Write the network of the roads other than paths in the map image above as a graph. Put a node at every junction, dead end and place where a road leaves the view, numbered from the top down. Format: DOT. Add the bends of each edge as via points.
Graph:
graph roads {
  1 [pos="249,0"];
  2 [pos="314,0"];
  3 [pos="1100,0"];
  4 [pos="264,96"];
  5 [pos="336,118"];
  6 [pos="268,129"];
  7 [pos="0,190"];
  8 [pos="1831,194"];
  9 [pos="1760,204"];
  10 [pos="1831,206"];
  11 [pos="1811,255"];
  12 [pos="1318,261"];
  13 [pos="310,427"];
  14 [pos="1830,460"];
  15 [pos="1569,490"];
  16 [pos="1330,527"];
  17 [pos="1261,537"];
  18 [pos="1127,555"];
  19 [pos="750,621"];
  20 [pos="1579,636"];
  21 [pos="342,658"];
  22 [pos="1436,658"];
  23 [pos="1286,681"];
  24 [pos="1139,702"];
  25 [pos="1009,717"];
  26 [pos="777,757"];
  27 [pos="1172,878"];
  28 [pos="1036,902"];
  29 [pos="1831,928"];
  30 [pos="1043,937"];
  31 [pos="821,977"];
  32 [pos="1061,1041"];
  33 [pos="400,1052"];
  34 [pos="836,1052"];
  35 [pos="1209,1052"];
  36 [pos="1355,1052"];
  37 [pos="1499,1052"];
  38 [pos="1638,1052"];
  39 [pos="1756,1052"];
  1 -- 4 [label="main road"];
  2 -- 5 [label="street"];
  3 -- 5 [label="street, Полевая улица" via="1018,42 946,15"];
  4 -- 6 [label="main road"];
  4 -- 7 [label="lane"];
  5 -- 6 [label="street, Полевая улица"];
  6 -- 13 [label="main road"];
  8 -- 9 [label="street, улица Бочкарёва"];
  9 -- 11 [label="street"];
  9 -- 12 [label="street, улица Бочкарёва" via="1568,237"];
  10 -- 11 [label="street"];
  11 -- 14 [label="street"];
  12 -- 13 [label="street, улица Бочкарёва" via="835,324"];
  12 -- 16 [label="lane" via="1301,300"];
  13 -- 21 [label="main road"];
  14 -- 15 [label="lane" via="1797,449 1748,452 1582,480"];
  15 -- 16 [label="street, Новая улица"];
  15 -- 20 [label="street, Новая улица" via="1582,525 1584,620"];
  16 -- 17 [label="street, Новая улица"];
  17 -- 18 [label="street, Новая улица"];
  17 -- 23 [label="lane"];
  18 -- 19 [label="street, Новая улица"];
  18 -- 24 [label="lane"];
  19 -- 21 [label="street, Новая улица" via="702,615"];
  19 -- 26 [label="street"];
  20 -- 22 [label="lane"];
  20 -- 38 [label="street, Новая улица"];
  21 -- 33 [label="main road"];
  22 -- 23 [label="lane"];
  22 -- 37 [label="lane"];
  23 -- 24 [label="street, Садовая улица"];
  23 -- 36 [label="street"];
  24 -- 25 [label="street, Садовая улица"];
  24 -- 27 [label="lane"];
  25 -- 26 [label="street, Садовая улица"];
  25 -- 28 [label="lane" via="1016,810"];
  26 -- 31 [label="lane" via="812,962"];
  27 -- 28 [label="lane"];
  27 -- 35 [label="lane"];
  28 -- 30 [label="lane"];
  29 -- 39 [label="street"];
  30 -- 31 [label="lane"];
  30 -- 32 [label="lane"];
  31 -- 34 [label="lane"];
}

========

● WORK INSTRUCTION:
Report the count of lines in the entries that contain the string "Полевая", and nothing besides it.

● RESULT OF THIS TASK:
2